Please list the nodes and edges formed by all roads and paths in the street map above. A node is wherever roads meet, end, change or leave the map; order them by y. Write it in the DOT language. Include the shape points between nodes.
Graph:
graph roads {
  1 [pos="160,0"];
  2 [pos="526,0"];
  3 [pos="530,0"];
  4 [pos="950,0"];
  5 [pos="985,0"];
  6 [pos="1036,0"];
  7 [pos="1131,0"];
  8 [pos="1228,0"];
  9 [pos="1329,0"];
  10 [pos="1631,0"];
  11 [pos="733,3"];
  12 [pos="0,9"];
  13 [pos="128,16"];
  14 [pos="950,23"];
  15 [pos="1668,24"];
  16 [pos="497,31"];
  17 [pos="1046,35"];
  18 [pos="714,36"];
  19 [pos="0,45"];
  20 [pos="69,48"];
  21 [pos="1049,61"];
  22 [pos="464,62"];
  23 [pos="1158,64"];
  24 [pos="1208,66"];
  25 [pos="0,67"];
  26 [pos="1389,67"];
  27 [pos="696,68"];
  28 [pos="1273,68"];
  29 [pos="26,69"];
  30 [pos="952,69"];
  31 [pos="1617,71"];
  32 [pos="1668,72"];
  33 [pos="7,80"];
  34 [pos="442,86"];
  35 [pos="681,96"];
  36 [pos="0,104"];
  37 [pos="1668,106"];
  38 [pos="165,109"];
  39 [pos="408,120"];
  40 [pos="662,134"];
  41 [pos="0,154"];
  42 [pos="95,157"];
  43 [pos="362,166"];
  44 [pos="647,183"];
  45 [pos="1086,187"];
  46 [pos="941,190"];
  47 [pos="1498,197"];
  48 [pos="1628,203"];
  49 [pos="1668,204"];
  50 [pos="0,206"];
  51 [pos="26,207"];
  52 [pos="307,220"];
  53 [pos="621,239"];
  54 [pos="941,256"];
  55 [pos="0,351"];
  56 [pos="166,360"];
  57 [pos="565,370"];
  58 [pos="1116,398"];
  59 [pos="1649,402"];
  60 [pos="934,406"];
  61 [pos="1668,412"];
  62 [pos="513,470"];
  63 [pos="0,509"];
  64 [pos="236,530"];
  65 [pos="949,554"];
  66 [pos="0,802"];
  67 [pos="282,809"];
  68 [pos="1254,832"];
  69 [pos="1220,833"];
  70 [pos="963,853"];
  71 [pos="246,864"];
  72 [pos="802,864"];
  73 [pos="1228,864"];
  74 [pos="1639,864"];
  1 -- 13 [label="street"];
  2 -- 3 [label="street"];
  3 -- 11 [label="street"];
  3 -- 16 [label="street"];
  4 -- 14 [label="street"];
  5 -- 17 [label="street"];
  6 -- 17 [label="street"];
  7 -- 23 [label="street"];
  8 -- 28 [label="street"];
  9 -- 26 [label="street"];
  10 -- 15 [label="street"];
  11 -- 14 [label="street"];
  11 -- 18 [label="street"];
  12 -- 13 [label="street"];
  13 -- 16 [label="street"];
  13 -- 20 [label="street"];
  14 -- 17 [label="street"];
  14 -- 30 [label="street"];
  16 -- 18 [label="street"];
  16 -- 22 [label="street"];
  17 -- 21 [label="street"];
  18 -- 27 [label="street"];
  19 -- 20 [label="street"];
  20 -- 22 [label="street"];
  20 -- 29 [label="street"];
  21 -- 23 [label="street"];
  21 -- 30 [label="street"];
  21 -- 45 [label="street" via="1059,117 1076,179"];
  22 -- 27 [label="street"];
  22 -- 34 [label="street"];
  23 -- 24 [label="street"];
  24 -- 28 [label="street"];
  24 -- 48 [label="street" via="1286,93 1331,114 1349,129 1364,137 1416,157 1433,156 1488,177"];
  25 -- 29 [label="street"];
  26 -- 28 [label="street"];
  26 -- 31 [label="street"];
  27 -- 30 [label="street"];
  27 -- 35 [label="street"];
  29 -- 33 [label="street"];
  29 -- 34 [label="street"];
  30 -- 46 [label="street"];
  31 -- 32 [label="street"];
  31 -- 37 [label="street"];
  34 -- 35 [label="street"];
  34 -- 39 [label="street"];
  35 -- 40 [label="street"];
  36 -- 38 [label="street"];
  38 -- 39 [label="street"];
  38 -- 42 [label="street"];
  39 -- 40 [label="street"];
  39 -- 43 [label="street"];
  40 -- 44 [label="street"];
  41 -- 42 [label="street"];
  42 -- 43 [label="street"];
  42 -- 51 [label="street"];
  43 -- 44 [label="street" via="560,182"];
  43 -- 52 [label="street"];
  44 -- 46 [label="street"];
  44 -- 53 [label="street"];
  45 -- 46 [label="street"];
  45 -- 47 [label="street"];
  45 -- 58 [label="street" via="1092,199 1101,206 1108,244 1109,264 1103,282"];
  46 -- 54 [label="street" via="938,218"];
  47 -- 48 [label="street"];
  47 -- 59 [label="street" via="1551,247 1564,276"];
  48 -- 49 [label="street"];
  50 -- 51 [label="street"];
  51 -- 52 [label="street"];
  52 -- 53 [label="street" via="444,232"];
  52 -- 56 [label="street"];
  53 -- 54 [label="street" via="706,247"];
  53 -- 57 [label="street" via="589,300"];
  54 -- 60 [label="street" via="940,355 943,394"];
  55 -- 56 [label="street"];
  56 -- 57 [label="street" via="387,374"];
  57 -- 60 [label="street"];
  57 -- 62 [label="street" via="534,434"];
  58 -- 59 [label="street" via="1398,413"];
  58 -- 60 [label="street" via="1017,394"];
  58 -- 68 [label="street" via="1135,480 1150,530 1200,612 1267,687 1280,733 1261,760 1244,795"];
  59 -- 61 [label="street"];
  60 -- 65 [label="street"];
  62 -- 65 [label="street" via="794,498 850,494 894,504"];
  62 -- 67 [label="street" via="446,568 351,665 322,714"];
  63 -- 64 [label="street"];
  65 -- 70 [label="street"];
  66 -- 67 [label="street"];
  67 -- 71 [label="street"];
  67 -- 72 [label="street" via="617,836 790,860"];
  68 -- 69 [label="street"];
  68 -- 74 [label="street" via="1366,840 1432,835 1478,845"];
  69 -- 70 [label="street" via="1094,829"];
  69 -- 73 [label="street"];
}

**INSTRUCTIONS FOR THE TASK**
The data must be given again in full. Keep every line identical.

**RESPONSE TO THE TASK**
Please list the nodes and edges formed by all roads and paths in the street map above. A node is wherever roads meet, end, change or leave the map; order them by y. Write it in the DOT language. Include the shape points between nodes.
Graph:
graph roads {
  1 [pos="160,0"];
  2 [pos="526,0"];
  3 [pos="530,0"];
  4 [pos="950,0"];
  5 [pos="985,0"];
  6 [pos="1036,0"];
  7 [pos="1131,0"];
  8 [pos="1228,0"];
  9 [pos="1329,0"];
  10 [pos="1631,0"];
  11 [pos="733,3"];
  12 [pos="0,9"];
  13 [pos="128,16"];
  14 [pos="950,23"];
  15 [pos="1668,24"];
  16 [pos="497,31"];
  17 [pos="1046,35"];
  18 [pos="714,36"];
  19 [pos="0,45"];
  20 [pos="69,48"];
  21 [pos="1049,61"];
  22 [pos="464,62"];
  23 [pos="1158,64"];
  24 [pos="1208,66"];
  25 [pos="0,67"];
  26 [pos="1389,67"];
  27 [pos="696,68"];
  28 [pos="1273,68"];
  29 [pos="26,69"];
  30 [pos="952,69"];
  31 [pos="1617,71"];
  32 [pos="1668,72"];
  33 [pos="7,80"];
  34 [pos="442,86"];
  35 [pos="681,96"];
  36 [pos="0,104"];
  37 [pos="1668,106"];
  38 [pos="165,109"];
  39 [pos="408,120"];
  40 [pos="662,134"];
  41 [pos="0,154"];
  42 [pos="95,157"];
  43 [pos="362,166"];
  44 [pos="647,183"];
  45 [pos="1086,187"];
  46 [pos="941,190"];
  47 [pos="1498,197"];
  48 [pos="1628,203"];
  49 [pos="1668,204"];
  50 [pos="0,206"];
  51 [pos="26,207"];
  52 [pos="307,220"];
  53 [pos="621,239"];
  54 [pos="941,256"];
  55 [pos="0,351"];
  56 [pos="166,360"];
  57 [pos="565,370"];
  58 [pos="1116,398"];
  59 [pos="1649,402"];
  60 [pos="934,406"];
  61 [pos="1668,412"];
  62 [pos="513,470"];
  63 [pos="0,509"];
  64 [pos="236,530"];
  65 [pos="949,554"];
  66 [pos="0,802"];
  67 [pos="282,809"];
  68 [pos="1254,832"];
  69 [pos="1220,833"];
  70 [pos="963,853"];
  71 [pos="246,864"];
  72 [pos="802,864"];
  73 [pos="1228,864"];
  74 [pos="1639,864"];
  1 -- 13 [label="street"];
  2 -- 3 [label="street"];
  3 -- 11 [label="street"];
  3 -- 16 [label="street"];
  4 -- 14 [label="street"];
  5 -- 17 [label="street"];
  6 -- 17 [label="street"];
  7 -- 23 [label="street"];
  8 -- 28 [label="street"];
  9 -- 26 [label="street"];
  10 -- 15 [label="street"];
  11 -- 14 [label="street"];
  11 -- 18 [label="street"];
  12 -- 13 [label="street"];
  13 -- 16 [label="street"];
  13 -- 20 [label="street"];
  14 -- 17 [label="street"];
  14 -- 30 [label="street"];
  16 -- 18 [label="street"];
  16 -- 22 [label="street"];
  17 -- 21 [label="street"];
  18 -- 27 [label="street"];
  19 -- 20 [label="street"];
  20 -- 22 [label="street"];
  20 -- 29 [label="street"];
  21 -- 23 [label="street"];
  21 -- 30 [label="street"];
  21 -- 45 [label="street" via="1059,117 1076,179"];
  22 -- 27 [label="street"];
  22 -- 34 [label="street"];
  23 -- 24 [label="street"];
  24 -- 28 [label="street"];
  24 -- 48 [label="street" via="1286,93 1331,114 1349,129 1364,137 1416,157 1433,156 1488,177"];
  25 -- 29 [label="street"];
  26 -- 28 [label="street"];
  26 -- 31 [label="street"];
  27 -- 30 [label="street"];
  27 -- 35 [label="street"];
  29 -- 33 [label="street"];
  29 -- 34 [label="street"];
  30 -- 46 [label="street"];
  31 -- 32 [label="street"];
  31 -- 37 [label="street"];
  34 -- 35 [label="street"];
  34 -- 39 [label="street"];
  35 -- 40 [label="street"];
  36 -- 38 [label="street"];
  38 -- 39 [label="street"];
  38 -- 42 [label="street"];
  39 -- 40 [label="street"];
  39 -- 43 [label="street"];
  40 -- 44 [label="street"];
  41 -- 42 [label="street"];
  42 -- 43 [label="street"];
  42 -- 51 [label="street"];
  43 -- 44 [label="street" via="560,182"];
  43 -- 52 [label="street"];
  44 -- 46 [label="street"];
  44 -- 53 [label="street"];
  45 -- 46 [label="street"];
  45 -- 47 [label="street"];
  45 -- 58 [label="street" via="1092,199 1101,206 1108,244 1109,264 1103,282"];
  46 -- 54 [label="street" via="938,218"];
  47 -- 48 [label="street"];
  47 -- 59 [label="street" via="1551,247 1564,276"];
  48 -- 49 [label="street"];
  50 -- 51 [label="street"];
  51 -- 52 [label="street"];
  52 -- 53 [label="street" via="444,232"];
  52 -- 56 [label="street"];
  53 -- 54 [label="street" via="706,247"];
  53 -- 57 [label="street" via="589,300"];
  54 -- 60 [label="street" via="940,355 943,394"];
  55 -- 56 [label="street"];
  56 -- 57 [label="street" via="387,374"];
  57 -- 60 [label="street"];
  57 -- 62 [label="street" via="534,434"];
  58 -- 59 [label="street" via="1398,413"];
  58 -- 60 [label="street" via="1017,394"];
  58 -- 68 [label="street" via="1135,480 1150,530 1200,612 1267,687 1280,733 1261,760 1244,795"];
  59 -- 61 [label="street"];
  60 -- 65 [label="street"];
  62 -- 65 [label="street" via="794,498 850,494 894,504"];
  62 -- 67 [label="street" via="446,568 351,665 322,714"];
  63 -- 64 [label="street"];
  65 -- 70 [label="street"];
  66 -- 67 [label="street"];
  67 -- 71 [label="street"];
  67 -- 72 [label="street" via="617,836 790,860"];
  68 -- 69 [label="street"];
  68 -- 74 [label="street" via="1366,840 1432,835 1478,845"];
  69 -- 70 [label="street" via="1094,829"];
  69 -- 73 [label="street"];
}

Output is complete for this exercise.